NextEra plans data center hubs and nuclear with Google
McKinsey
· December 17, 2025
· ✓ verified
NextEra Energy CEO John Ketchum outlines how the company will meet rapidly growing North American electricity demand—especially from data centers—through an all-of-the-above strategy including renewables, storage, gas, and nuclear, plus a new nuclear partnership with Google.
- Data center hubs & power build-out: About one-third of US power demand growth is from data centers, with hyperscaler campuses growing from 1,000 to 5,000 acres (~1 GW per 1,000 acres); NextEra positions itself to co-develop on-site solar and storage for faster interconnection, then follow with gas-fired and advanced nuclear generation, with example capex of “over $20 billion” on the power side versus hyperscalers’ “north of $100 billion” for a 5,000‑acre campus.

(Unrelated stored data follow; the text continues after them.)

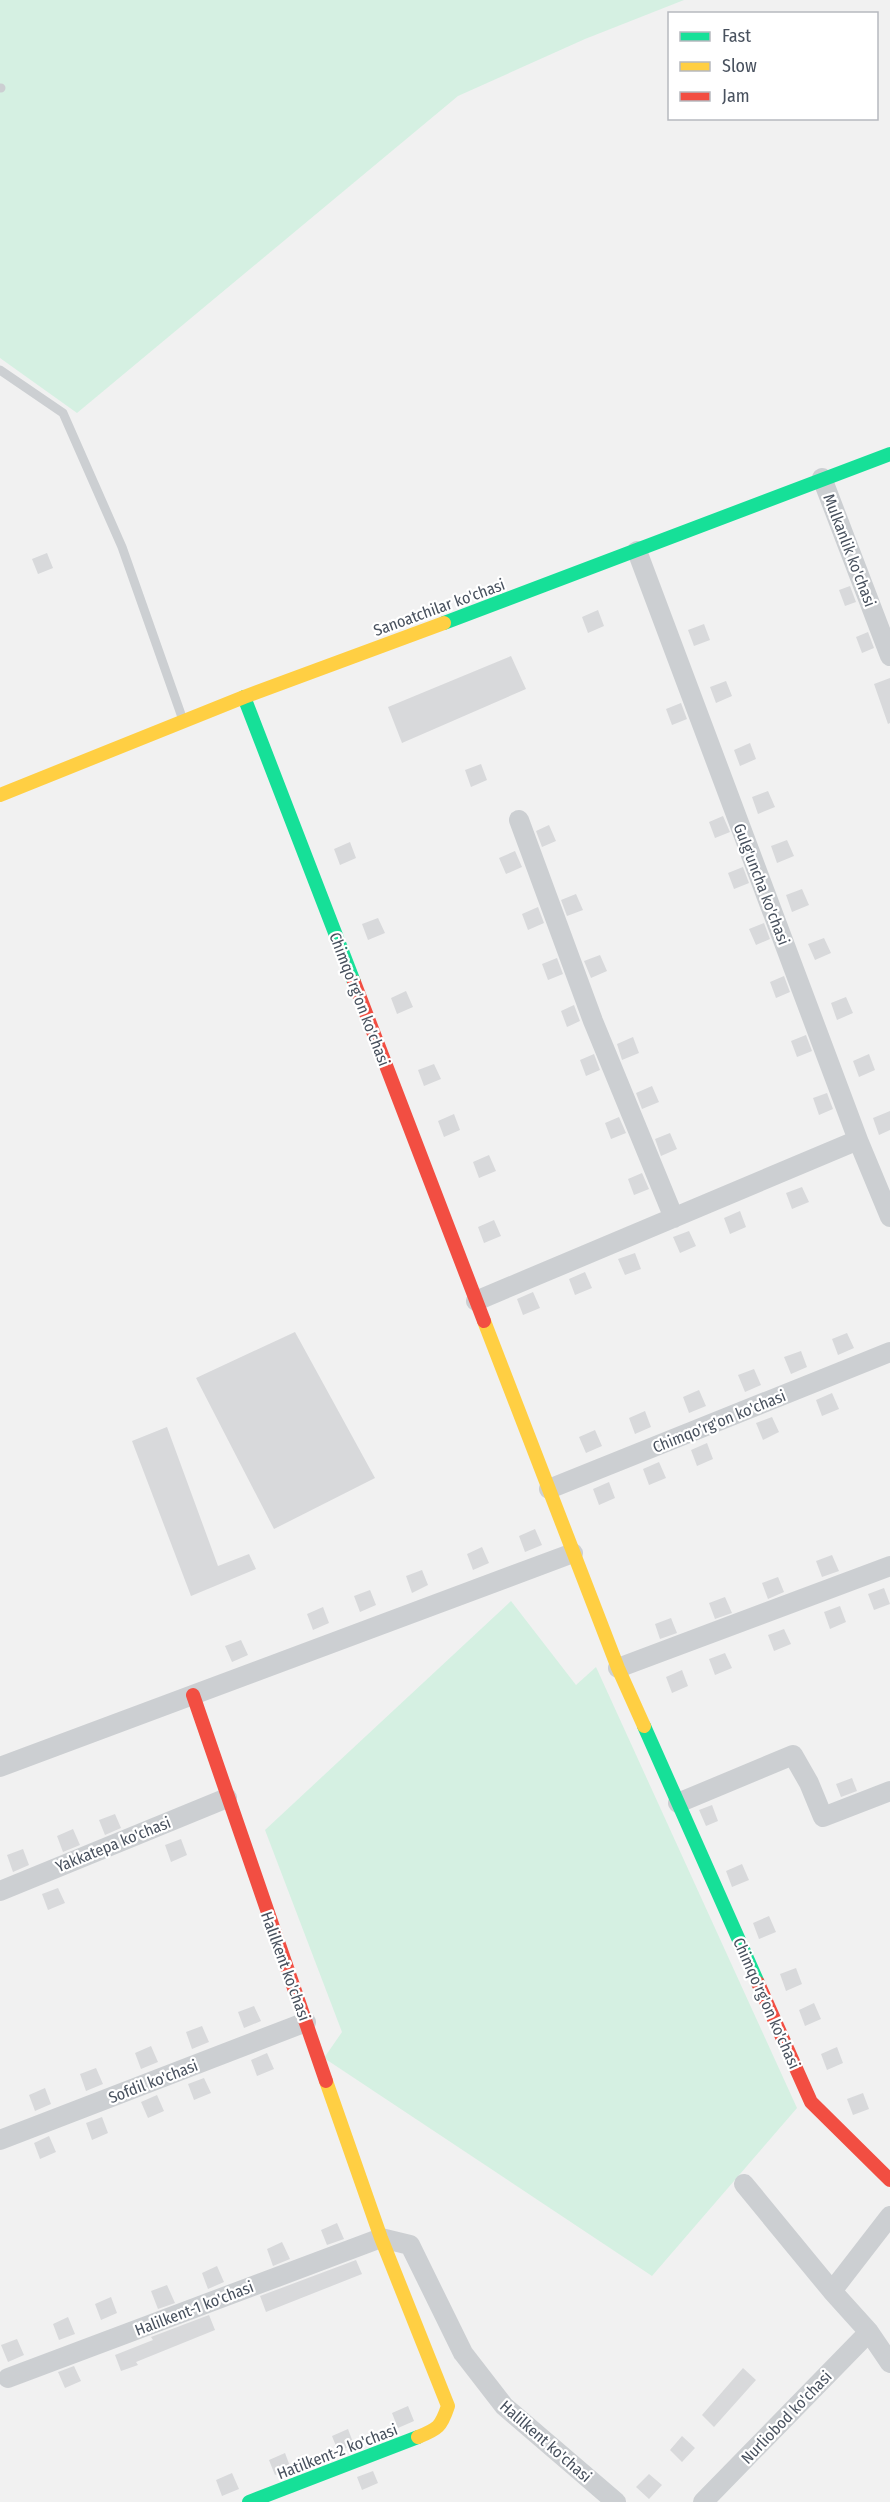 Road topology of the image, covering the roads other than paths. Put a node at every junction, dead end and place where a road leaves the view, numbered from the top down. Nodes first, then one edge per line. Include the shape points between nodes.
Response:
1 (0, 370) edge
2 (890, 454) edge
3 (822, 478) junction
4 (637, 551) junction
5 (890, 656) edge
6 (244, 697) junction
7 (183, 723) junction
8 (0, 795) edge
9 (519, 820) dead end
10 (858, 1140) junction
11 (890, 1217) edge
12 (674, 1218) junction
13 (476, 1301) junction
14 (890, 1352) edge
15 (549, 1489) junction
16 (573, 1553) junction
17 (890, 1566) edge
18 (618, 1668) junction
19 (193, 1695) junction
20 (0, 1767) edge
21 (890, 1791) edge
22 (227, 1798) junction
23 (678, 1803) junction
24 (0, 1891) edge
25 (306, 2022) junction
26 (0, 2140) edge
27 (890, 2180) edge
28 (744, 2184) dead end
29 (890, 2216) edge
30 (381, 2238) junction
31 (832, 2291) junction
32 (869, 2332) junction
33 (890, 2363) edge
34 (8, 2378) dead end
35 (436, 2430) joint
36 (249, 2502) edge
37 (616, 2502) edge
38 (703, 2502) edge

1 - 7 lane via 63,413 122,547
2 - 3 street, Sanoatchilar ko'chasi
3 - 4 street, Sanoatchilar ko'chasi
3 - 5 street, Mulkanlik ko'chasi
4 - 6 street, Sanoatchilar ko'chasi
4 - 10 street, Gulg'uncha ko'chasi
6 - 7 street, Sanoatchilar ko'chasi
6 - 13 street, Chimqo'rg'on ko'chasi
7 - 8 street, Sanoatchilar ko'chasi
9 - 12 street via 593,1021
10 - 11 street, Gulg'uncha ko'chasi
10 - 12 street
12 - 13 street
13 - 15 street, Chimqo'rg'on ko'chasi
14 - 15 street, Chimqo'rg'on ko'chasi
15 - 16 street, Chimqo'rg'on ko'chasi
16 - 18 street, Chimqo'rg'on ko'chasi
16 - 19 street
17 - 18 street
18 - 23 street, Chimqo'rg'on ko'chasi
19 - 20 street
19 - 22 street, Halilkent ko'chasi
21 - 23 street via 823,1817 793,1755
22 - 24 street, Yakkatepa ko'chasi
22 - 25 street, Halilkent ko'chasi
23 - 27 street, Chimqo'rg'on ko'chasi via 811,2102
25 - 26 street, Sofdil ko'chasi
25 - 30 street, Halilkent ko'chasi
28 - 31 street
29 - 31 street
30 - 34 street, Halilkent-1 ko'chasi
30 - 35 street, Halilkent ko'chasi via 448,2406
30 - 37 street, Halilkent ko'chasi via 411,2246 463,2353 504,2406
31 - 32 street
32 - 33 street
32 - 38 street, Nurliobod ko'chasi
35 - 36 street, Hatilkent-2 ko'chasi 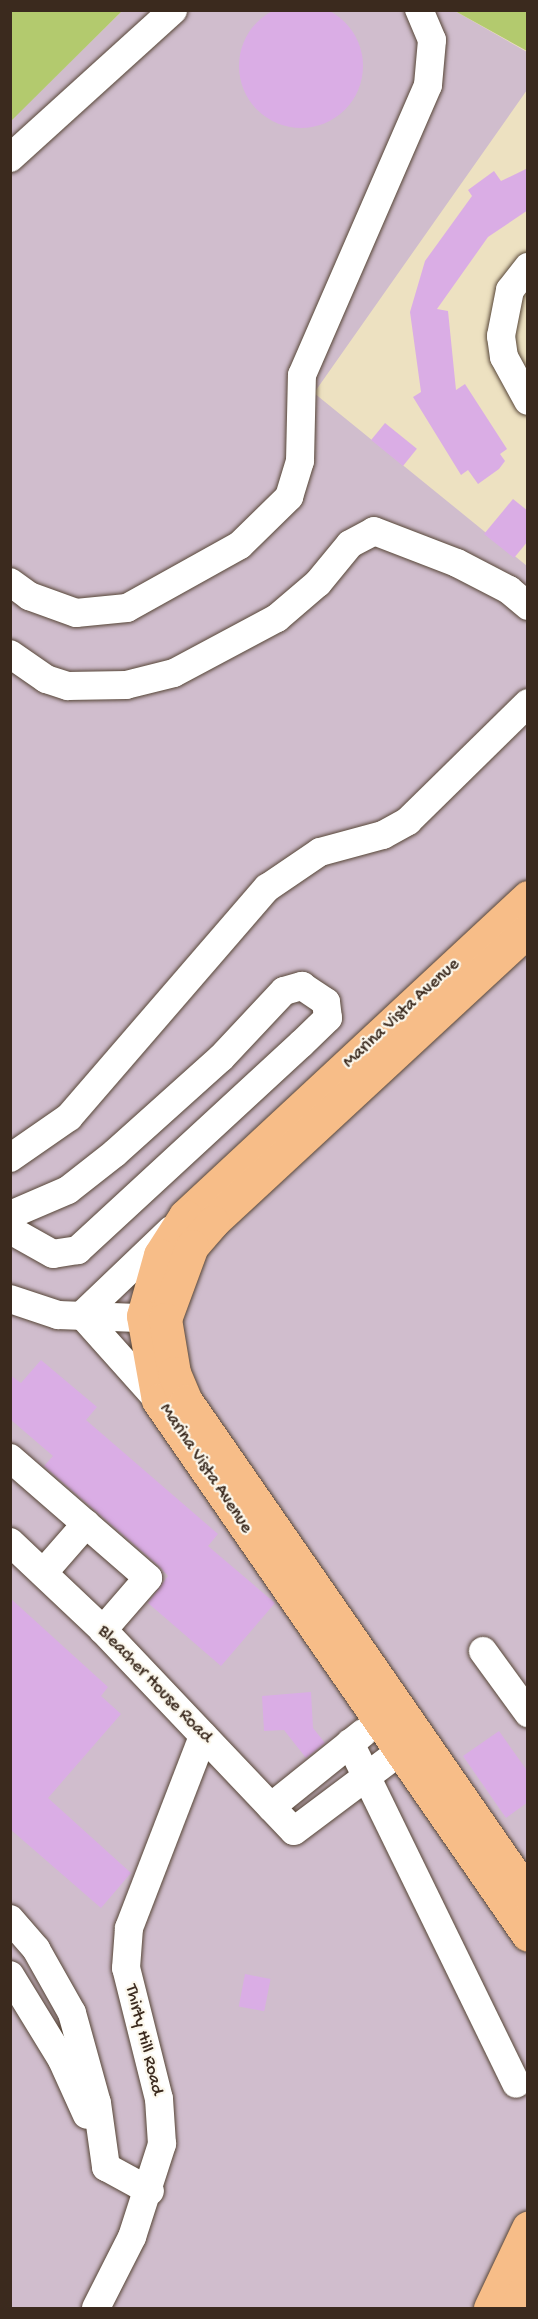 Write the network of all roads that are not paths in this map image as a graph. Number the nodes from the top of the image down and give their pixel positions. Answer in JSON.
{"nodes":[{"id":1,"x":173,"y":10,"type":"edge"},
{"id":2,"x":419,"y":10,"type":"edge"},
{"id":3,"x":10,"y":158,"type":"edge"},
{"id":4,"x":528,"y":267,"type":"edge"},
{"id":5,"x":528,"y":401,"type":"edge"},
{"id":6,"x":10,"y":582,"type":"edge"},
{"id":7,"x":528,"y":606,"type":"edge"},
{"id":8,"x":10,"y":654,"type":"edge"},
{"id":9,"x":528,"y":703,"type":"edge"},
{"id":10,"x":528,"y":897,"type":"edge"},
{"id":11,"x":528,"y":930,"type":"edge"},
{"id":12,"x":10,"y":1158,"type":"edge"},
{"id":13,"x":10,"y":1215,"type":"edge"},
{"id":14,"x":185,"y":1216,"type":"junction"},
{"id":15,"x":10,"y":1230,"type":"edge"},
{"id":16,"x":10,"y":1299,"type":"edge"},
{"id":17,"x":82,"y":1315,"type":"junction"},
{"id":18,"x":154,"y":1317,"type":"junction"},
{"id":19,"x":158,"y":1400,"type":"junction"},
{"id":20,"x":10,"y":1458,"type":"edge"},
{"id":21,"x":82,"y":1529,"type":"junction"},
{"id":22,"x":10,"y":1542,"type":"edge"},
{"id":23,"x":50,"y":1565,"type":"junction"},
{"id":24,"x":110,"y":1622,"type":"junction"},
{"id":25,"x":483,"y":1651,"type":"dead end"},
{"id":26,"x":528,"y":1713,"type":"edge"},
{"id":27,"x":389,"y":1714,"type":"junction"},
{"id":28,"x":203,"y":1736,"type":"junction"},
{"id":29,"x":350,"y":1743,"type":"junction"},
{"id":30,"x":410,"y":1744,"type":"junction"},
{"id":31,"x":367,"y":1776,"type":"junction"},
{"id":32,"x":271,"y":1807,"type":"junction"},
{"id":33,"x":528,"y":1895,"type":"edge"},
{"id":34,"x":10,"y":1919,"type":"edge"},
{"id":35,"x":528,"y":1935,"type":"edge"},
{"id":36,"x":10,"y":1975,"type":"edge"},
{"id":37,"x":516,"y":2084,"type":"dead end"},
{"id":38,"x":106,"y":2167,"type":"junction"},
{"id":39,"x":150,"y":2192,"type":"junction"},
{"id":40,"x":528,"y":2228,"type":"edge"},
{"id":41,"x":528,"y":2283,"type":"edge"},
{"id":42,"x":110,"y":2295,"type":"edge"},
{"id":43,"x":96,"y":2308,"type":"edge"},
{"id":44,"x":490,"y":2308,"type":"edge"},
{"id":45,"x":516,"y":2308,"type":"edge"}],
"edges":[{"from":1,"to":3,"type":"street"},
{"from":2,"to":6,"type":"street"},
{"from":4,"to":5,"type":"street"},
{"from":7,"to":8,"type":"street"},
{"from":9,"to":12,"type":"street"},
{"from":10,"to":14,"type":"main road","name":"Marina Vista Avenue"},
{"from":11,"to":18,"type":"main road","name":"Marina Vista Avenue"},
{"from":13,"to":15,"type":"street"},
{"from":14,"to":17,"type":"street"},
{"from":14,"to":18,"type":"main road","name":"Marina Vista Avenue"},
{"from":16,"to":17,"type":"street"},
{"from":17,"to":18,"type":"street"},
{"from":17,"to":19,"type":"street"},
{"from":18,"to":19,"type":"main road","name":"Marina Vista Avenue"},
{"from":18,"to":27,"type":"main road","name":"Marina Vista Avenue"},
{"from":19,"to":27,"type":"main road","name":"Marina Vista Avenue"},
{"from":20,"to":21,"type":"street"},
{"from":21,"to":23,"type":"street"},
{"from":21,"to":24,"type":"street"},
{"from":22,"to":23,"type":"street","name":"Bleacher House Road"},
{"from":23,"to":24,"type":"street","name":"Bleacher House Road"},
{"from":24,"to":28,"type":"street","name":"Bleacher House Road"},
{"from":25,"to":26,"type":"street"},
{"from":27,"to":29,"type":"street"},
{"from":27,"to":30,"type":"main road","name":"Marina Vista Avenue"},
{"from":28,"to":32,"type":"street","name":"Bleacher House Road"},
{"from":28,"to":39,"type":"street","name":"Thirty Hill Road"},
{"from":29,"to":31,"type":"street"},
{"from":29,"to":32,"type":"street"},
{"from":30,"to":31,"type":"street"},
{"from":30,"to":33,"type":"main road","name":"Marina Vista Avenue"},
{"from":30,"to":35,"type":"main road","name":"Marina Vista Avenue"},
{"from":31,"to":32,"type":"street","name":"Bleacher House Road"},
{"from":31,"to":37,"type":"street"},
{"from":34,"to":38,"type":"street"},
{"from":36,"to":38,"type":"street"},
{"from":38,"to":39,"type":"street"},
{"from":39,"to":42,"type":"street","name":"Thirty Hill Road"},
{"from":40,"to":44,"type":"main road"},
{"from":41,"to":45,"type":"main road"},
{"from":42,"to":43,"type":"street","name":"Thirty Hill Road"}]}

- Nuclear, grid resilience, storage & AI siting tools: NextEra will recommission the Duane Arnold nuclear plant in Iowa under a 25‑year PPA with Google, expecting $9 billion in local economic impact, while FPL has invested $62 billion (2013–2023) to harden Florida’s grid (gas and nuclear build-out, undergrounding distribution, steel/concrete poles) and is scaling 4‑hour storage to 8‑hour by 2029–2030, using AI-powered siting algorithms and a digital twin of the transmission grid to choose optimal locations for data centers and new energy infrastructure.